Entre 2004 e 2013, políticas públicas de erradicação da pobreza e da miséria reduziram a fome para menos da metade do índice inicial: de 9,5% para 4,2% dos lares brasileiros. Em 2018, última estimativa nacional antes da pandemia da COVID-19, a insegurança alimentar já atingia 36,7% da população. Em comparação a 2022, o aumento chega a 60%. Mesmo nos domicílios que recebem auxílio financeiro dos programas Bolsa Família e Auxílio Brasil, a fome é realidade para 32,7% das famílias que relatam recebimento dos benefícios e para 29,4% das que não recebem.
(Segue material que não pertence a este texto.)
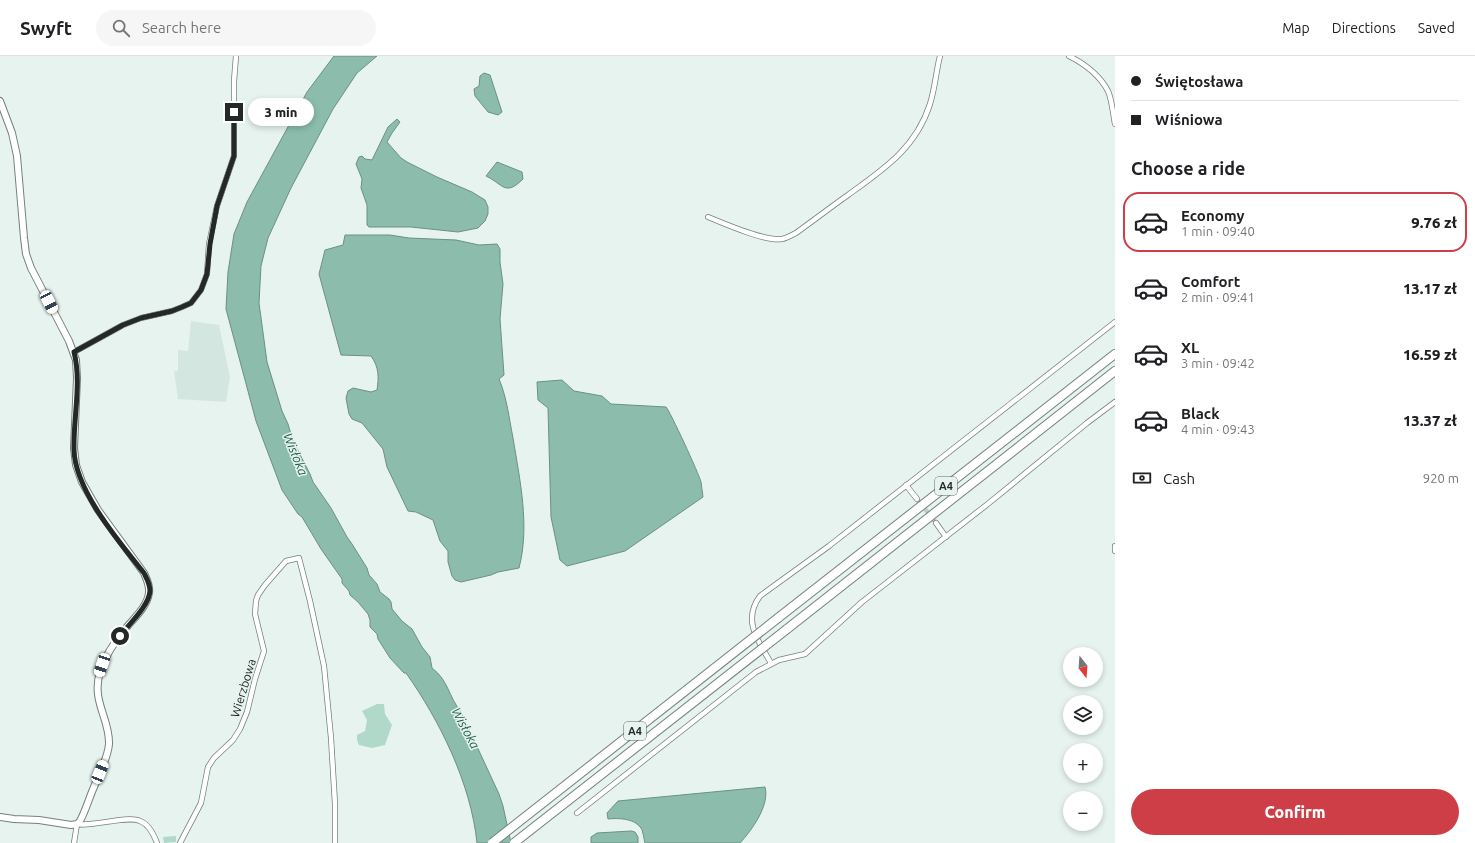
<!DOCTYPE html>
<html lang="en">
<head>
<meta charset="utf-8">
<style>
	:root { --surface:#fff; --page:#f6f6f6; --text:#202124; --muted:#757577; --line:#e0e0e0; --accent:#cd3e47 }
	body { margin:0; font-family:Ubuntu,sans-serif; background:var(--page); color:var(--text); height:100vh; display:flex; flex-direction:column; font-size:15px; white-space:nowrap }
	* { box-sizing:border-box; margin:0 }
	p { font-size:13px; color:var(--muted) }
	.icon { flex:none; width:22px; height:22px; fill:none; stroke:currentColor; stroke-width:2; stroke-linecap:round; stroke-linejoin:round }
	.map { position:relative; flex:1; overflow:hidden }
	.details { display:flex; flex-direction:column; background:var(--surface); width:360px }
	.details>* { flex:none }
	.top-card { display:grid; align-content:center; height:88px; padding:0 16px; background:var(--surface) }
	.needle { width:26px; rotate:163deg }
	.controls { position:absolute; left:1063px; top:591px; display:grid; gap:8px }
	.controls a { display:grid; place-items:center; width:40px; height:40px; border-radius:50%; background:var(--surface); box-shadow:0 2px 6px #0003; font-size:20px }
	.end { position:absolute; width:18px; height:18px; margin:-9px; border:5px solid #242827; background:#fff; box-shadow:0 0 0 2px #fff }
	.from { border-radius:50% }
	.bubble { position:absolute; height:28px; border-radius:14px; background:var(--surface); box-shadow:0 2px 6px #0003; font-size:13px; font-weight:800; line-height:28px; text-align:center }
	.car { position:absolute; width:12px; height:24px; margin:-12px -6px; border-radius:5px; box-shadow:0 0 3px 1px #0007; background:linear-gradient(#fff 24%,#345 0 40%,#fff 0 76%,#345 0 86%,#fff 0) }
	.top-card b { display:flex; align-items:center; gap:14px; height:38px; font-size:15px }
	.top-card b+b { border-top:1px solid var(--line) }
	.top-card i { width:10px; height:10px; background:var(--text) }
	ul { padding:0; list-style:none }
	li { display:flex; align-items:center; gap:12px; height:60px; margin:0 8px 6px; padding:0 8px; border:2px solid transparent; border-radius:16px }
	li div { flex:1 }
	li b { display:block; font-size:15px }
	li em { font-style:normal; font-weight:800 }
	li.on { border-color:var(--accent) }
	li>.icon { width:36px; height:36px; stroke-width:1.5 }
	h2 { padding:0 16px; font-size:18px; line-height:48px }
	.pay { display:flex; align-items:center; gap:10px; height:44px; padding:0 16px; font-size:15px }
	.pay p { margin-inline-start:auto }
	.button { display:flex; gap:8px; margin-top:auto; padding:8px 16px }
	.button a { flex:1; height:46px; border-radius:24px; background:var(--accent); color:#fff; font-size:16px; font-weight:800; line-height:46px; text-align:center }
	header { display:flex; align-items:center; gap:24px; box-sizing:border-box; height:56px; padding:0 20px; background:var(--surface); border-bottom:1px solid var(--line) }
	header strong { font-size:19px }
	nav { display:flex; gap:22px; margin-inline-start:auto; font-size:14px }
	.search { width:280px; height:36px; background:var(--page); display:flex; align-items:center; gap:10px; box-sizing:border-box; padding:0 14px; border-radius:22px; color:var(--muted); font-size:15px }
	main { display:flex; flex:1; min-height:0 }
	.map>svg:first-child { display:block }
</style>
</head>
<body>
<header>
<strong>Swyft</strong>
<div class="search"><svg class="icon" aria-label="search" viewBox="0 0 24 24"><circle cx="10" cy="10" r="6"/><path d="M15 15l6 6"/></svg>Search here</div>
<nav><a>Map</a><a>Directions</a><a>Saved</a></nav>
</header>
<main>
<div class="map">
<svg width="1115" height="787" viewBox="0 0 1115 787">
	<rect width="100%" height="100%" fill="#e7f3ee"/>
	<!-- built -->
	<path fill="#d3e7e0" d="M191,265L219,269L230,321L226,346L178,343L174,315H178V294L188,295Z"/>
	<!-- green -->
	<path fill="#b0d9ca" d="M377,648H384L385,658L392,669L385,689L372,692L359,689L357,684V679L365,675L367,664L362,655Z
		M176,780V786L164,787L163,781Z"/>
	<!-- water -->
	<path fill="#8bbcac" stroke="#6c9084" d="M334,0H377L357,17L333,53L291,132L268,182L261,210L259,247L267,306L282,355L288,368L293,385L310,418L313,426L331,452L347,481L352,488L367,512L369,519L377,528L380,536L389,543L391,546L392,553L402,565L412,573L422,591L430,601L432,612C449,625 448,640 461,656L499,738L503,750L511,787H477C471,728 440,665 406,617H404L390,602L378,583L377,578L370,571V564L368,558L358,546L350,539L349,535L342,527V523L321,493L302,461L298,458L282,434L256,365L226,253L228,216L234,178L247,146L307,36Z
		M484,17L490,19L502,56L498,59L488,56L475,40L474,33L479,30L480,20Z
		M397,63L400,66L392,77L387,86L401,102L407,106L437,121L472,136L485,144L488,151V158L485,165L478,172L458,176L411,171H369L367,169V149L361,132L362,123L356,108L359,101L362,100L365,103L372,104L388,71Z
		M497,106L522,116L523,123C505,141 503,128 486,120Z
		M345,179H390L409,182L456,184L479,189L497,188L500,193V206L503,228L500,263L504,319L499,323C507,342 509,362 513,382C520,425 530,470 519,512L498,516L491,519L461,526L455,524L452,520L448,506V495L440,485L433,464L416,456L408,455L387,411L383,393L362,367L352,363L349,358L346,342L348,335L353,332L371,336L377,334C379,321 379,311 371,300L341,299L319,218L325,194L343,189Z
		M562,324L574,335L602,340L611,348L666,351C670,355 699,418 701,426C702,431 702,436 703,441L625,495L567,510L560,504L551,461L548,352L538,344L537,326Z
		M765,731C770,749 752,774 740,787H645C644,783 643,775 641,772C634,762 618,762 608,763L607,757L618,745Z
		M631,775L635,776L638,781V787H591V781L597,777Z"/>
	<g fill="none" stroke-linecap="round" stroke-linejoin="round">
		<!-- street-tunnel -->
		<path stroke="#c0cac6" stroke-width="4.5" stroke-dasharray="4.5 2" stroke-linecap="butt" d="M917,443L936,467"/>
		<!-- street casing -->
		<g stroke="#75807c" stroke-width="6">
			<path id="street" d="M1069,0C1085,8 1099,18 1108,35C1112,44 1113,58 1115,68
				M708,161C725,168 766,186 782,183C787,182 792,179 796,177C814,164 831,151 848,139C884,113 916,92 930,48C935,32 936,16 940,0
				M74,296L123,269L141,262L172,255L182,251L191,247L201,234L207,218L209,188L217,150L234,100V25L236,0
				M906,429L917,443
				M936,467L946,481
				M1115,490V495
				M771,607C758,585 742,564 760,540L829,490L1115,266
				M577,757L756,616L779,604L805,598L862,546L989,447L1087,367L1115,346
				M74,787L77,768C94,771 127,759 140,765C149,768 154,779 157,787
				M180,787L201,747L208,711L214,702L233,684L240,673L247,656L255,623L264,595L255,558L256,545L258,539L265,529L286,505L299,502L310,545L324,610L331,682L335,748V787"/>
		</g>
		<!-- secondary casing -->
		<g stroke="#75807c" stroke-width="8">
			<path id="secondary" d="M0,45L12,77L17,100L24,182L26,198L31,212L69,285L76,304L77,322L74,392L76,409L82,426L98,454L144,517C147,524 150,530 149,537C147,551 134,562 126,572C115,585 105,600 100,616C91,645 110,663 109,688C108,702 99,718 94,731C89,742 86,754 80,765L77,768L71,769L39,764L14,763L0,761"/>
		</g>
		<!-- highway casing -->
		<g stroke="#75807c" stroke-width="10">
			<path id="highway" d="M778,562L1115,298
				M787,573L1115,315"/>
		</g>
		<!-- street -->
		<use href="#street" stroke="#fff" stroke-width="4.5"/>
		<!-- secondary -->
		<use href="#secondary" stroke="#fff" stroke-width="6"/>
		<!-- highway -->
		<use href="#highway" stroke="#fff" stroke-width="8"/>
		<!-- highway-bridge casing -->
		<g stroke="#75807c" stroke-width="10" stroke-linecap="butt">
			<path id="highway-bridge" d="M492,787L778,562
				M514,787L787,573"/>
		</g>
		<!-- highway-bridge -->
		<use href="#highway-bridge" stroke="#fff" stroke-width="8"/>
	</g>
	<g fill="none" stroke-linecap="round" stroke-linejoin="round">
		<!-- route -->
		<path stroke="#242827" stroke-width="5" d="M120,580C129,568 149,550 150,535C150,528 147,523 144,517C119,486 75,434 74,394C73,362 82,327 74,296L123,269L141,262L172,255L182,251L191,247L201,234L207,218L210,188L217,150L234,100V56"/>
	</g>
	<g text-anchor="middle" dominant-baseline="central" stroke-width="3" stroke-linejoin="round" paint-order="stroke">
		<!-- shield labels -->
		<g fill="#e7f3ee" stroke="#5e6563" stroke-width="1">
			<rect x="935" y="421" width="22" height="18" rx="3"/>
			<rect x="624" y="666" width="22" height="18" rx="3"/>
		</g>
		<g font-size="11" font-weight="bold" fill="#242827">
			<text x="946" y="430">A4</text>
			<text x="635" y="675">A4</text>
		</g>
		<!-- street labels -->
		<g font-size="12" fill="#242827" stroke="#e7f3ee">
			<text transform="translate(243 632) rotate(-73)">Wierzbowa</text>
		</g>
		<!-- water labels -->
		<g font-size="13" font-style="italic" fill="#1e5d4c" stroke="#e7f3ee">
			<text transform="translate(296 398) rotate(68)">Wisłoka</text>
			<text transform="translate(466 672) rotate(62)">Wisłoka</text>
		</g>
	</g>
</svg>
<div class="controls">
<a><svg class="needle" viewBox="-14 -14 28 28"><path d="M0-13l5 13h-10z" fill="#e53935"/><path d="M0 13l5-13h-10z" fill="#757577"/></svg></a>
<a><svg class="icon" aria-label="layers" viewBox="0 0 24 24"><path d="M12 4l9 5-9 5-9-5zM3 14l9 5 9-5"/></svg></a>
<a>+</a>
<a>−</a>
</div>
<i class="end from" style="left:120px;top:580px"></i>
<i class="end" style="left:234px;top:56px"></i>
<div class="bubble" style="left:248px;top:42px;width:66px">3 min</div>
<i class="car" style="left:49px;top:246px;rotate:153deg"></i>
<i class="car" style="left:102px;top:609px;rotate:199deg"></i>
<i class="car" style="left:100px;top:716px;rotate:22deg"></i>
</div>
<section class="details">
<div class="top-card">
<b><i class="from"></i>Świętosława</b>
<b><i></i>Wiśniowa</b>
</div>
<h2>Choose a ride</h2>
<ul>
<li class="on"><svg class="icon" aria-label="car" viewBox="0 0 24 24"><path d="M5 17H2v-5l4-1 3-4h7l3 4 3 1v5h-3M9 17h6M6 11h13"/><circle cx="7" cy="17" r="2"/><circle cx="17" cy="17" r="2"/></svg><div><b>Economy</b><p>1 min · 09:40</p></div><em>9.76 zł</em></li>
<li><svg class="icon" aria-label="car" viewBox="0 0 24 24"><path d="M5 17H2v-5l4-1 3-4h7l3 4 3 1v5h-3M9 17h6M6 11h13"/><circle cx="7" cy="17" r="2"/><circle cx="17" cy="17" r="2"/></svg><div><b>Comfort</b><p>2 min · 09:41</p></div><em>13.17 zł</em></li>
<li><svg class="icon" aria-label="car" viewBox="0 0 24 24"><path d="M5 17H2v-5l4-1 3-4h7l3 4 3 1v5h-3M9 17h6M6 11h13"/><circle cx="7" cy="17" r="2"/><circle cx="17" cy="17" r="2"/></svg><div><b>XL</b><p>3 min · 09:42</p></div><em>16.59 zł</em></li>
<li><svg class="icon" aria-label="car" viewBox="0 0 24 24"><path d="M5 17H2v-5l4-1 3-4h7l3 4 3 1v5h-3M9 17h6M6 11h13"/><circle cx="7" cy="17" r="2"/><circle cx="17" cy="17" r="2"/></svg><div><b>Black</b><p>4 min · 09:43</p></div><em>13.37 zł</em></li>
</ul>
<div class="pay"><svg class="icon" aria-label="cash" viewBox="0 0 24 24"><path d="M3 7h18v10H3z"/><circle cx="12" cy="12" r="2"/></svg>Cash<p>920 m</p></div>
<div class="button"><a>Confirm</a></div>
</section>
</main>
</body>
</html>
Por outro lado, em domicílios com pelo menos um morador aposentado pelo INSS, a fome tem indicativos menores (11,9%).

 

Para o professor Jorge Neves, do departamento de Sociologia da UFMG o que o relatório mostra é que o Brasil retrocedeu 30 anos em relação ao combate à fome. “Retrocedemos três décadas na política de segurança alimentar no país. A diferença é que agora sabemos como resolver, o que falta é vontade política. Políticas de valorização da agricultura familiar, como o programa nacional de merenda escolar foram desmontados. Há uma incompetência de políticas públicas muito forte porque é barato combater a fome e a extrema pobreza, mas é preciso competência e boa vontade de fazer.”

 

Minas e BH
têm medidas

 

Em Minas, segundo a Secretaria de Estado de Desenvolvimento Social (Sedese), o governo executa projetos de apoio imediato aos municípios e investe em ações para assegurar a efetividade das políticas públicas voltadas à segurança alimentar e nutricional, em especial às famílias em situação de vulnerabilidade social. “O Estado atua com políticas públicas continuadas e em situações de emergência e calamidade pública. Durante a pandemia e as fortes chuvas que atingiram o estado no final de 2021, as principais ações se concentraram em programas de transferência de renda e apoio aos municípios para que fosse garantida a renda mínima à população e seguridade dos direitos sociais expressos na Constituição Federal, incluindo a alimentação.”

 

Em Belo Horizonte, de acordo com a prefeitura, a identificação de famílias em situação de vulnerabilidade e a insegurança alimentar são medidas pelas faixas de renda através do Cadastro Único para Programas Sociais (CadÚnico). Assim, para definir os beneficiários, como para a oferta de cestas básicas, por exemplo, são consideradas, entre outros públicos, as famílias inscritas no programa e que tenham renda per capita familiar de até meio salário mínimo e/ou famílias acompanhadas por serviços socioassistenciais do Sistema Único de Assistência Social.

 

Em fevereiro de 2022, eram 96.093 famílias extremamente pobres cadastradas no CadÚnico e 18.280 famílias pobres, segundo a PBH. O órgão municipal lembra que Belo Horizonte foi uma das primeiras capitais a criar uma política ampla para garantia da segurança alimentar durante a pandemia. Foram 275 mil famílias beneficiadas mensalmente, com a distribuição de mais de 5,4 milhões de cestas básicas e 860 mil kits de higiene. A PBH destaca que o município tem diversas políticas voltadas para esta população, que atendem 2.100 famílias, como a Assistência Alimentar às unidades socioassistenciais e de cidadania; Programa de Assistência Alimentar e Nutricional (Paan), os restaurantes populares e o banco de alimentos. (MA e ARL)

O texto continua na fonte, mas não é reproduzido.